5 Female Visionaries Changing the World

Bioneers
Bioneers
Published in
3 min readMar 26, 2019

This year, we’re celebrating Women’s History Month with a record number of women in Congress. Historically male-dominated fields, from politics to business to tech, are shifting to pull their ecosystems more in-line with the general population. Women continue to break through ceilings in the workforce, but empowering women goes beyond the professional. It starts with the personal.

Sisterhood transcends boundaries of land and language, but the unique, lived experiences that inform it can look a lot different around the world. Kimberlé Crenshaw, a civil rights advocate and law professor, developed the concept of intersectionality, which she describes as “a way of thinking about identity and its relationship to power.” It illustrates how the interconnection of personal identities can layer political, economic and social disadvantages. Learning from women of various backgrounds provides invaluable solutions to resisting injustice for all, especially as society moves toward a more equitable future for both men and women.

Watch the five empowering lectures from women below to learn how they use their own spaces in society to incite change, and how you can too.

Patrisse Cullors — Women of the #BlackLivesMatter movement

Patrisse Cullors, a Los Angeles-based artist and activist, is one of the most influential movement builders of our era as one of the three original co-founders of Black Lives Matter. In this talk, she explores the contributions women have made to the movement for Black lives, and some of the issues the movement aims to change: institutional racism, mass incarceration and high rates of maternal mortality in African-American communities.
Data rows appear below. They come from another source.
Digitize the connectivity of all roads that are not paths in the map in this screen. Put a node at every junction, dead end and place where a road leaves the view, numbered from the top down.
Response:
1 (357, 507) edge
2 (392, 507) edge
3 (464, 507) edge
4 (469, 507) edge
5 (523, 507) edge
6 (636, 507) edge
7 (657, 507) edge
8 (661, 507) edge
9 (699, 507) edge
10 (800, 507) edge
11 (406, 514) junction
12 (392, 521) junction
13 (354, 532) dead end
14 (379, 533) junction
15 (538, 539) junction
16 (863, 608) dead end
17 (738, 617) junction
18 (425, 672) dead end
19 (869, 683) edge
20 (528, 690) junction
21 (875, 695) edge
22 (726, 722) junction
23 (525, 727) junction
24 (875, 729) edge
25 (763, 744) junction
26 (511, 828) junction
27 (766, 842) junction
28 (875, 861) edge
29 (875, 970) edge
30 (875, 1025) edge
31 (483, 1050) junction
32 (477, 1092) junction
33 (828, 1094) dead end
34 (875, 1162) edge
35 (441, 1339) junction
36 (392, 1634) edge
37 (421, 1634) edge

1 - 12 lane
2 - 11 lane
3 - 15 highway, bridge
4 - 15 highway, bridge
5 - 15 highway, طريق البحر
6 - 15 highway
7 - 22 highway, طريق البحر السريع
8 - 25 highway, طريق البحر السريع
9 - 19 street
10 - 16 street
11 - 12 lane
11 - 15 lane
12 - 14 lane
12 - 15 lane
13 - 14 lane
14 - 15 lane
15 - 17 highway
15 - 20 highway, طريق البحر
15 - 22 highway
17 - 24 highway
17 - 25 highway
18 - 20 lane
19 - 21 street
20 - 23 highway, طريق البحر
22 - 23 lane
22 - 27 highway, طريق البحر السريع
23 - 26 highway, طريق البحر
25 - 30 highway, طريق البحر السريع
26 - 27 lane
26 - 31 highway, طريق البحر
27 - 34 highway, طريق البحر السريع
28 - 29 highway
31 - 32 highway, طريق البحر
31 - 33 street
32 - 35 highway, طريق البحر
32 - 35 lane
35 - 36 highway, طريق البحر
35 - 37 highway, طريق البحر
Jensine Larsen and Sister Zeph — Crowdsourcing the Feminine Intelligence of the Planet

World Pulse founder Jensine Larsen and Sister Zeph, an award-winning Pakistani digital crusader for girls’ education, illustrate how their global network is harnessing the power of digital communication into a powerful force for change by connecting women from more than 190 countries — including those reaching out using Internet cafés and cell phones from remote rural areas and conflict zones. Jensine shares her personal journey building World Pulse from a vision into a network now impacting over two million lives. She and Sister Zeph show us how we can participate in this soulful digital revolution to unleash the true feminine intelligence of the planet.
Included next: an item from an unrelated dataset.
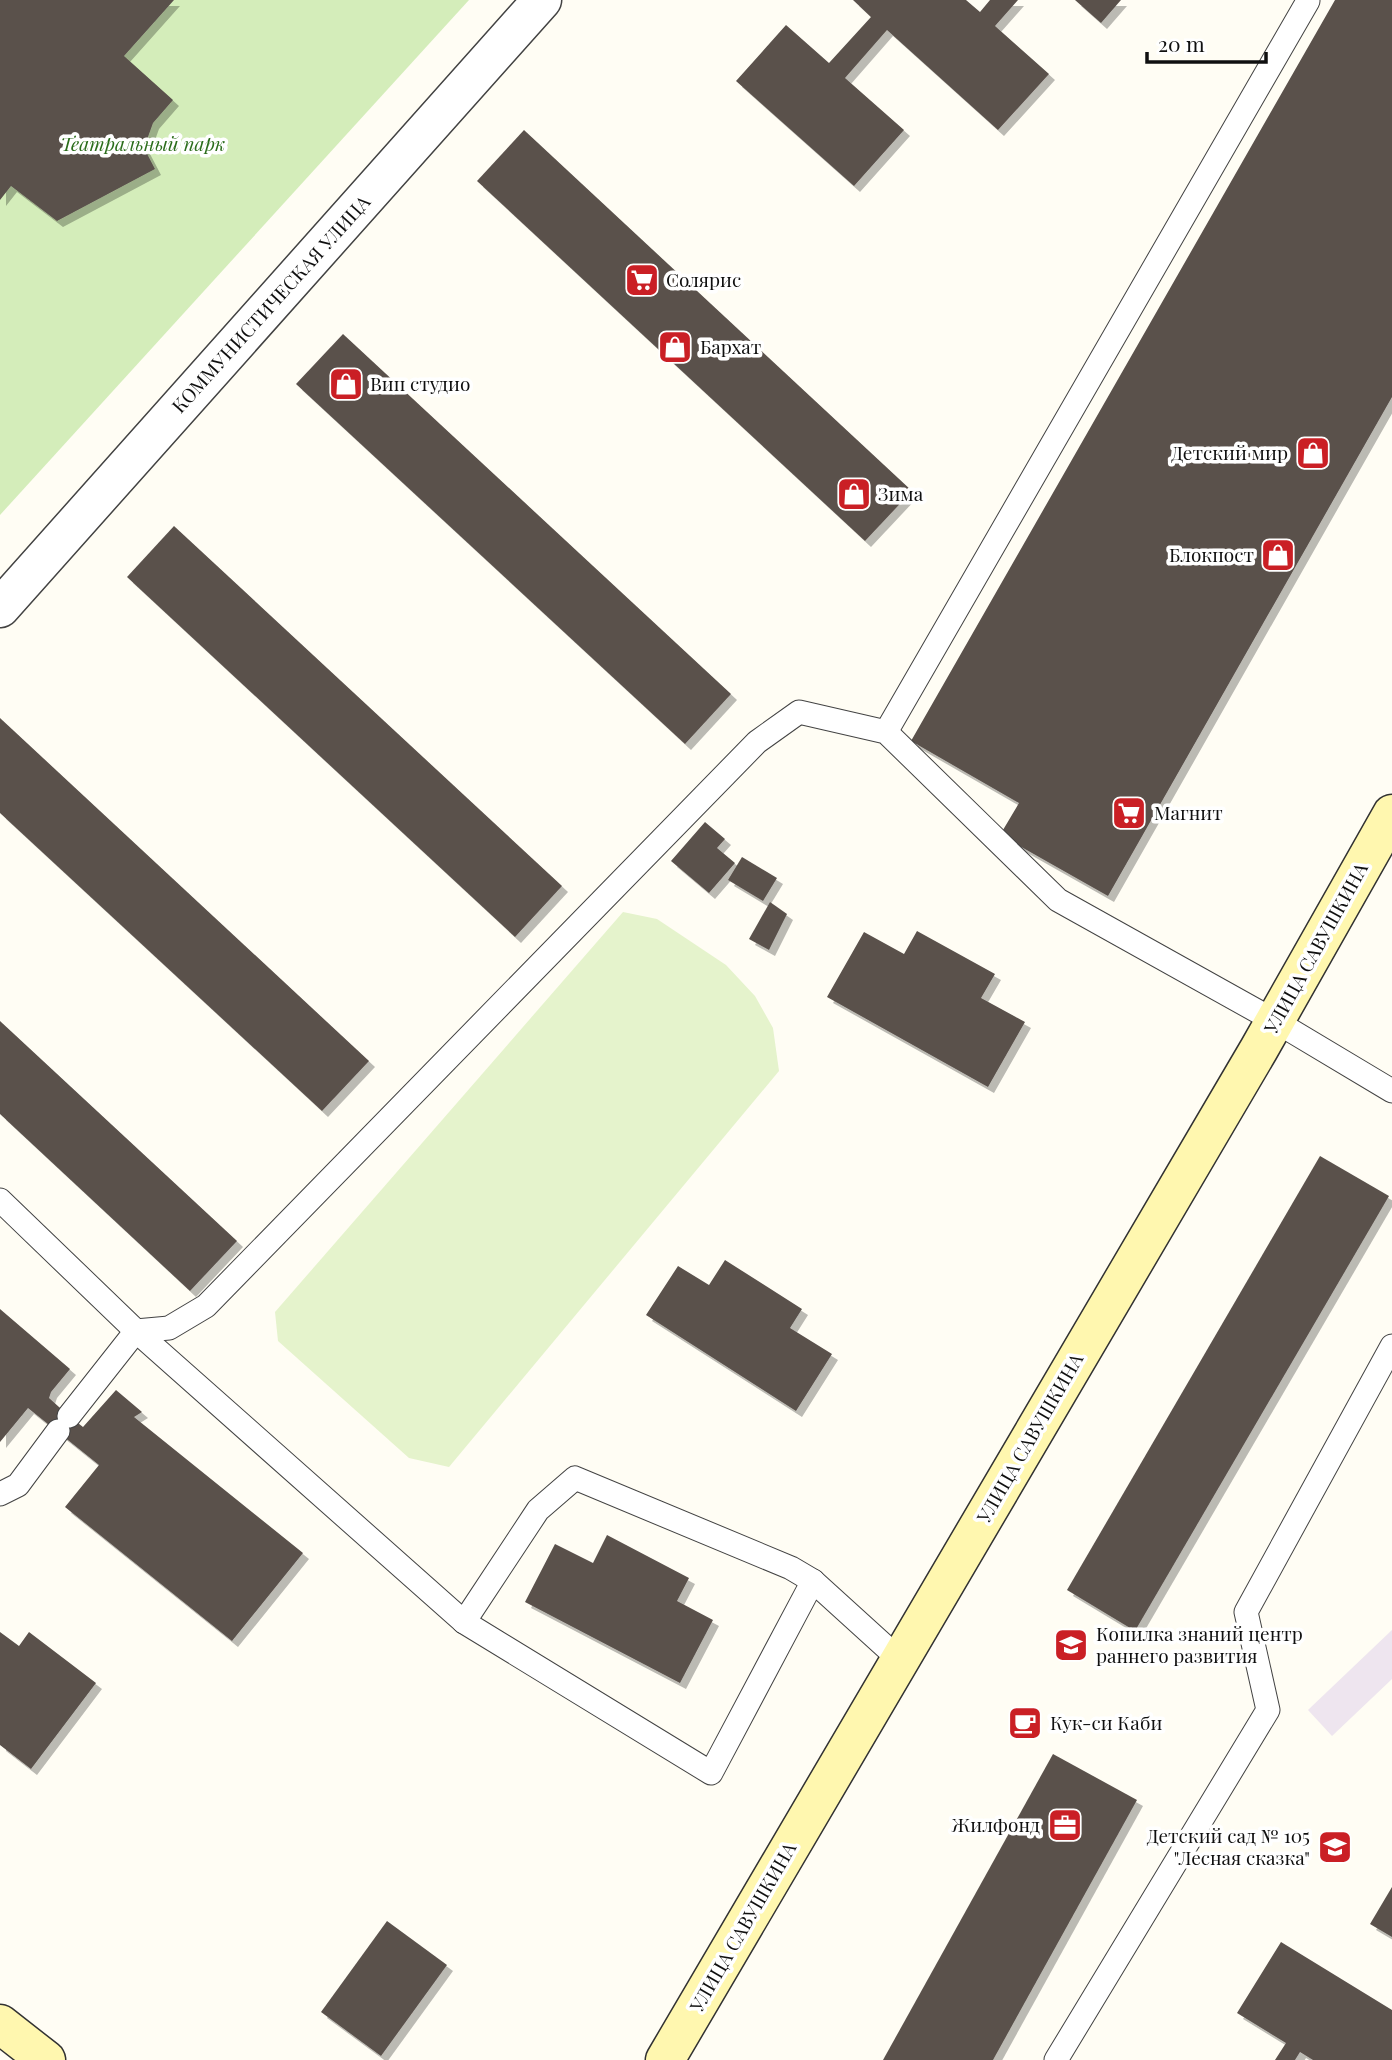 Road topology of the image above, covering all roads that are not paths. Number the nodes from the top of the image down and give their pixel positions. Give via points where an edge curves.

Saru Jayaraman — Women in the Service Industry

Workers have been rising up all over the country to join the campaign for “One Fair Wage,” and demand higher wages and the elimination of lower wages for tipped workers. Innovative, award-winning labor leader Saru Jayaraman says that, if we join together, we can end economic inequality in America. Director of the Food Labor Research Center at UC Berkeley, Saru co-founded the Restaurant Opportunities Centers United, which has more than 25,000 worker members, 200 employer partners, and thousands of consumer members in a dozen states nationwide.

Fania Davis — Restorative Justice’s Promise

Drawing on her lifetime of social justice activism, Fania Davis depicts the essence of Restorative Justice, an emerging approach that seeks to move us from an ethic of separation, domination and extreme individualism to one of collaboration, partnership and interrelatedness. Rooted in Indigenous views of justice and healing, this rapidly expanding global movement invites us to make a radical shift from either-or, right-wrong, and us-versus-them ways of thinking. It seeks to midwife an evolutionary shift beyond domination, discord and devastation toward healing, wholeness and holiness with one another and all creation.
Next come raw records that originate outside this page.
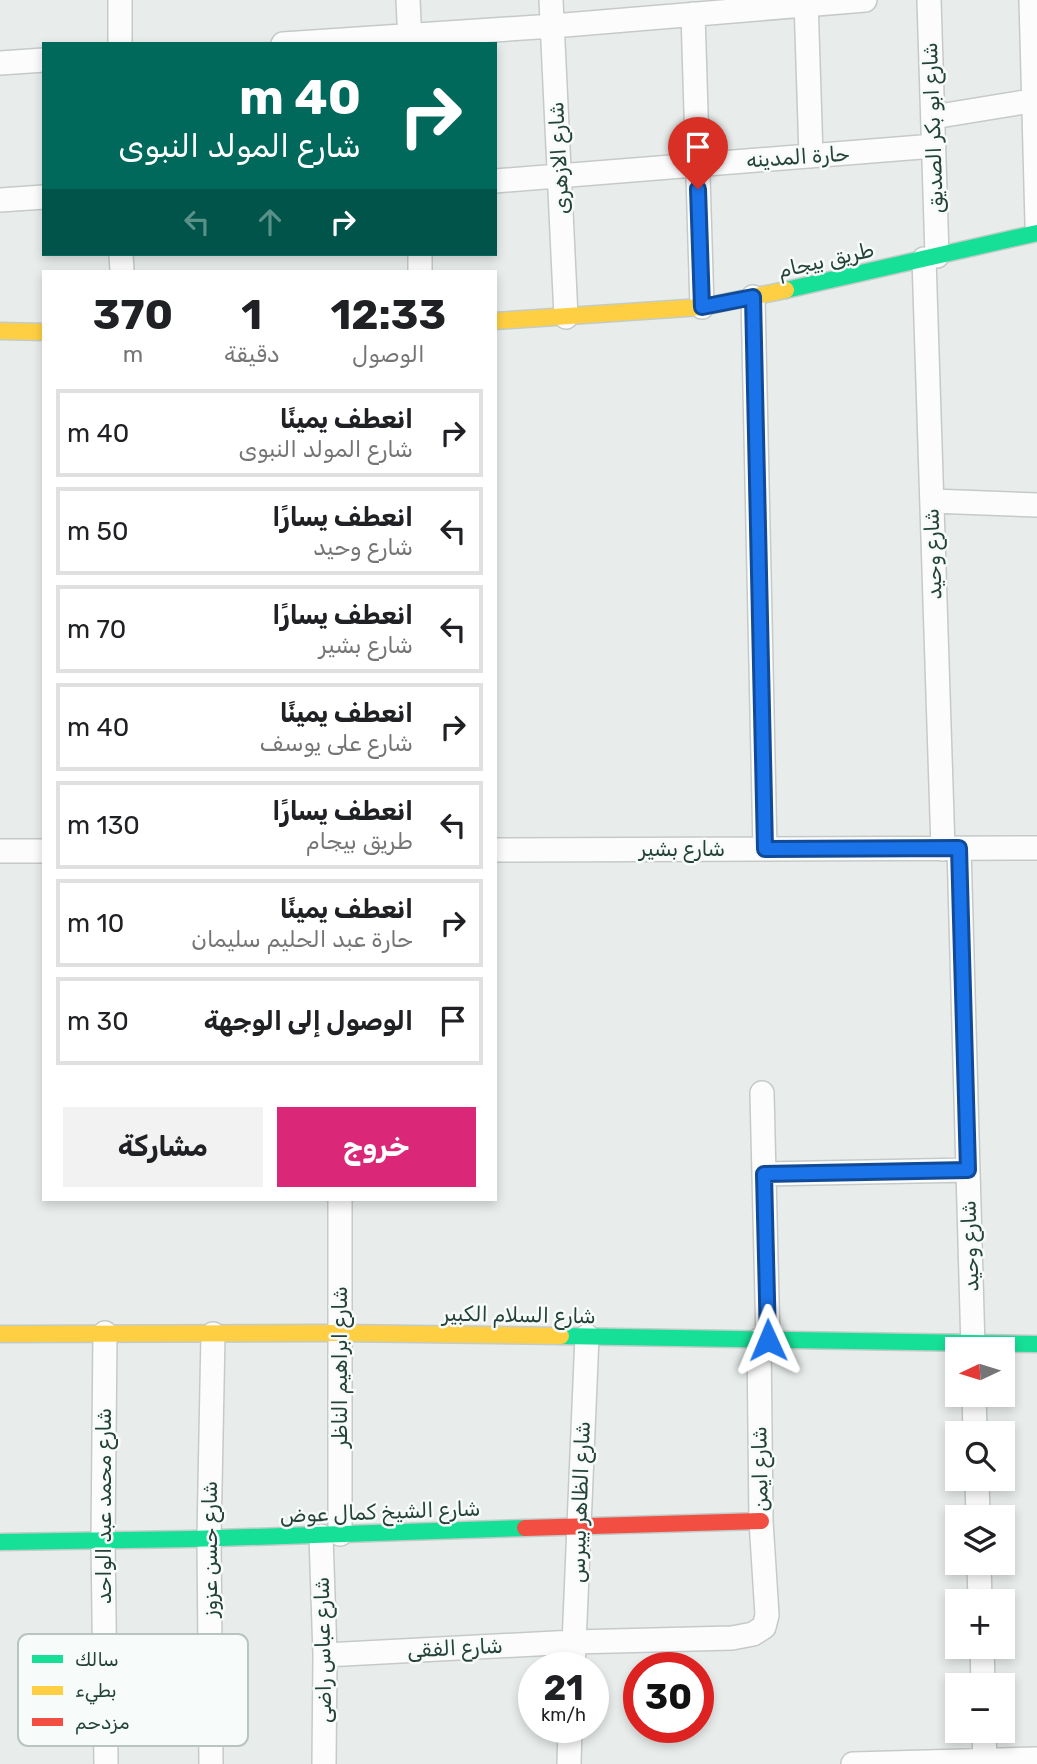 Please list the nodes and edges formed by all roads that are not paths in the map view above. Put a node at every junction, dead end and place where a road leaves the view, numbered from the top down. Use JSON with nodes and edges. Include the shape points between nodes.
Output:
{"nodes":[{"id":1,"x":120,"y":0,"type":"edge"},
{"id":2,"x":408,"y":0,"type":"edge"},
{"id":3,"x":551,"y":0,"type":"edge"},
{"id":4,"x":865,"y":0,"type":"edge"},
{"id":5,"x":929,"y":0,"type":"edge"},
{"id":6,"x":1031,"y":0,"type":"edge"},
{"id":7,"x":806,"y":2,"type":"edge"},
{"id":8,"x":693,"y":14,"type":"junction"},
{"id":9,"x":552,"y":26,"type":"junction"},
{"id":10,"x":410,"y":39,"type":"edge"},
{"id":11,"x":120,"y":42,"type":"edge"},
{"id":12,"x":333,"y":42,"type":"edge"},
{"id":13,"x":42,"y":60,"type":"edge"},
{"id":14,"x":0,"y":63,"type":"edge"},
{"id":15,"x":1035,"y":100,"type":"edge"},
{"id":16,"x":933,"y":117,"type":"junction"},
{"id":17,"x":934,"y":146,"type":"junction"},
{"id":18,"x":811,"y":156,"type":"junction"},
{"id":19,"x":698,"y":165,"type":"junction"},
{"id":20,"x":560,"y":176,"type":"junction"},
{"id":21,"x":497,"y":181,"type":"edge"},
{"id":22,"x":42,"y":197,"type":"edge"},
{"id":23,"x":0,"y":200,"type":"edge"},
{"id":24,"x":1037,"y":224,"type":"edge"},
{"id":25,"x":1037,"y":233,"type":"edge"},
{"id":26,"x":930,"y":257,"type":"junction"},
{"id":27,"x":753,"y":297,"type":"junction"},
{"id":28,"x":702,"y":307,"type":"junction"},
{"id":29,"x":566,"y":317,"type":"junction"},
{"id":30,"x":497,"y":321,"type":"edge"},
{"id":31,"x":0,"y":331,"type":"edge"},
{"id":32,"x":42,"y":332,"type":"edge"},
{"id":33,"x":932,"y":501,"type":"junction"},
{"id":34,"x":1037,"y":505,"type":"edge"},
{"id":35,"x":1037,"y":848,"type":"edge"},
{"id":36,"x":765,"y":849,"type":"junction"},
{"id":37,"x":951,"y":849,"type":"junction"},
{"id":38,"x":42,"y":850,"type":"edge"},
{"id":39,"x":497,"y":850,"type":"edge"},
{"id":40,"x":0,"y":851,"type":"edge"},
{"id":41,"x":762,"y":1094,"type":"dead end"},
{"id":42,"x":968,"y":1170,"type":"junction"},
{"id":43,"x":764,"y":1174,"type":"junction"},
{"id":44,"x":340,"y":1201,"type":"edge"},
{"id":45,"x":105,"y":1333,"type":"junction"},
{"id":46,"x":340,"y":1333,"type":"junction"},
{"id":47,"x":0,"y":1334,"type":"edge"},
{"id":48,"x":213,"y":1334,"type":"junction"},
{"id":49,"x":587,"y":1336,"type":"junction"},
{"id":50,"x":972,"y":1337,"type":"edge"},
{"id":51,"x":764,"y":1340,"type":"junction"},
{"id":52,"x":1037,"y":1344,"type":"edge"},
{"id":53,"x":945,"y":1345,"type":"edge"},
{"id":54,"x":1015,"y":1345,"type":"edge"},
{"id":55,"x":761,"y":1521,"type":"junction"},
{"id":56,"x":579,"y":1525,"type":"junction"},
{"id":57,"x":331,"y":1535,"type":"junction"},
{"id":58,"x":209,"y":1538,"type":"junction"},
{"id":59,"x":103,"y":1541,"type":"junction"},
{"id":60,"x":0,"y":1542,"type":"edge"},
{"id":61,"x":765,"y":1598,"type":"joint"},
{"id":62,"x":104,"y":1634,"type":"edge"},
{"id":63,"x":210,"y":1634,"type":"edge"},
{"id":64,"x":574,"y":1642,"type":"junction"},
{"id":65,"x":574,"y":1652,"type":"edge"},
{"id":66,"x":325,"y":1655,"type":"junction"},
{"id":67,"x":570,"y":1743,"type":"edge"},
{"id":68,"x":984,"y":1743,"type":"edge"},
{"id":69,"x":106,"y":1746,"type":"edge"},
{"id":70,"x":211,"y":1746,"type":"edge"},
{"id":71,"x":1037,"y":1759,"type":"edge"},
{"id":72,"x":985,"y":1762,"type":"edge"},
{"id":73,"x":106,"y":1764,"type":"edge"},
{"id":74,"x":211,"y":1764,"type":"edge"},
{"id":75,"x":324,"y":1764,"type":"edge"},
{"id":76,"x":569,"y":1764,"type":"edge"},
{"id":77,"x":853,"y":1764,"type":"edge"}],
"edges":[{"from":1,"to":11,"type":"street"},
{"from":2,"to":10,"type":"street"},
{"from":3,"to":9,"type":"street","name":"شارع الازهرى"},
{"from":4,"to":7,"type":"street"},
{"from":5,"to":16,"type":"street","name":"شارع ابو بكر الصديق"},
{"from":6,"to":15,"type":"street"},
{"from":7,"to":8,"type":"street"},
{"from":7,"to":18,"type":"street"},
{"from":8,"to":9,"type":"street"},
{"from":8,"to":19,"type":"street"},
{"from":9,"to":10,"type":"street"},
{"from":9,"to":20,"type":"street","name":"شارع الازهرى"},
{"from":10,"to":12,"type":"street"},
{"from":13,"to":14,"type":"street"},
{"from":15,"to":16,"type":"street"},
{"from":15,"to":24,"type":"street"},
{"from":16,"to":17,"type":"street","name":"شارع ابو بكر الصديق"},
{"from":17,"to":18,"type":"street","name":"حارة المدينه"},
{"from":17,"to":26,"type":"street","name":"شارع ابو بكر الصديق"},
{"from":18,"to":19,"type":"street","name":"حارة المدينه"},
{"from":19,"to":20,"type":"street","name":"حارة المدينه"},
{"from":19,"to":28,"type":"street"},
{"from":20,"to":21,"type":"street","name":"حارة المدينه"},
{"from":20,"to":29,"type":"street","name":"شارع الازهرى"},
{"from":22,"to":23,"type":"street"},
{"from":25,"to":26,"type":"street","name":"طريق بيجام"},
{"from":26,"to":27,"type":"street","name":"طريق بيجام"},
{"from":26,"to":33,"type":"street","name":"شارع وحيد"},
{"from":27,"to":28,"type":"street","name":"طريق بيجام"},
{"from":27,"to":36,"type":"street"},
{"from":28,"to":29,"type":"street","name":"طريق بيجام"},
{"from":29,"to":30,"type":"street","name":"طريق بيجام"},
{"from":31,"to":32,"type":"street"},
{"from":33,"to":34,"type":"street"},
{"from":33,"to":37,"type":"street","name":"شارع وحيد"},
{"from":35,"to":37,"type":"street","name":"شارع بشير"},
{"from":36,"to":37,"type":"street","name":"شارع بشير"},
{"from":36,"to":39,"type":"street","name":"شارع بشير"},
{"from":37,"to":42,"type":"street","name":"شارع وحيد"},
{"from":38,"to":40,"type":"street"},
{"from":41,"to":43,"type":"street","name":"شارع ايمن"},
{"from":42,"to":43,"type":"street"},
{"from":42,"to":50,"type":"street","name":"شارع وحيد"},
{"from":43,"to":51,"type":"street","name":"شارع ايمن"},
{"from":44,"to":46,"type":"street","name":"شارع ابراهيم الناظر"},
{"from":45,"to":47,"type":"street","name":"شارع السلام الكبير"},
{"from":45,"to":48,"type":"street","name":"شارع السلام الكبير"},
{"from":45,"to":59,"type":"street","name":"شارع محمد عبد الواحد"},
{"from":46,"to":48,"type":"street","name":"شارع السلام الكبير"},
{"from":46,"to":49,"type":"street","name":"شارع السلام الكبير"},
{"from":46,"to":57,"type":"street","name":"شارع ابراهيم الناظر"},
{"from":48,"to":58,"type":"street","name":"شارع حسن عزوز"},
{"from":49,"to":51,"type":"street","name":"شارع السلام الكبير"},
{"from":49,"to":56,"type":"street","name":"شارع الظاهر بيبرس"},
{"from":51,"to":53,"type":"street","name":"شارع السلام الكبير"},
{"from":51,"to":55,"type":"street","name":"شارع ايمن"},
{"from":52,"to":54,"type":"street","name":"شارع السلام الكبير"},
{"from":55,"to":56,"type":"street","name":"شارع الشيخ كمال عوض"},
{"from":55,"to":61,"type":"street","name":"شارع ايمن"},
{"from":56,"to":57,"type":"street","name":"شارع الشيخ كمال عوض"},
{"from":56,"to":64,"type":"street","name":"شارع الظاهر بيبرس"},
{"from":57,"to":58,"type":"street","name":"شارع الشيخ كمال عوض"},
{"from":57,"to":66,"type":"street","name":"شارع عباس راضى"},
{"from":58,"to":59,"type":"street","name":"شارع الشيخ كمال عوض"},
{"from":58,"to":63,"type":"street","name":"شارع حسن عزوز"},
{"from":59,"to":60,"type":"street","name":"شارع الشيخ كمال عوض"},
{"from":59,"to":62,"type":"street","name":"شارع محمد عبد الواحد"},
{"from":61,"to":64,"type":"street","name":"شارع الفقى","via":[[764,1628],[753,1634]]},
{"from":64,"to":65,"type":"street","name":"شارع الظاهر بيبرس"},
{"from":64,"to":66,"type":"street","name":"شارع الفقى"},
{"from":66,"to":75,"type":"street","name":"شارع عباس راضى"},
{"from":67,"to":76,"type":"street"},
{"from":68,"to":72,"type":"street"},
{"from":69,"to":73,"type":"street","name":"شارع محمد عبد الواحد"},
{"from":70,"to":74,"type":"street","name":"شارع حسن عزوز"},
{"from":71,"to":72,"type":"street"},
{"from":72,"to":77,"type":"street"}]}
Kandi Mossett — Standing Against Big Oil to Defend the Earth, Water and Indigenous Communities

A mother and member of the Mandan Hidatsa Arikara nation of North Dakota, Kandi Mosset is known worldwide for her involvement on the frontlines of the protests at Standing Rock. Mosset is passionate about bringing visibility to the impacts of climate change and environmental injustice, specifically those affecting Indigenous communities throughout the world. This is her keynote speech on defending indigenous lands and communities from the negative impacts of the fossil fuel industry.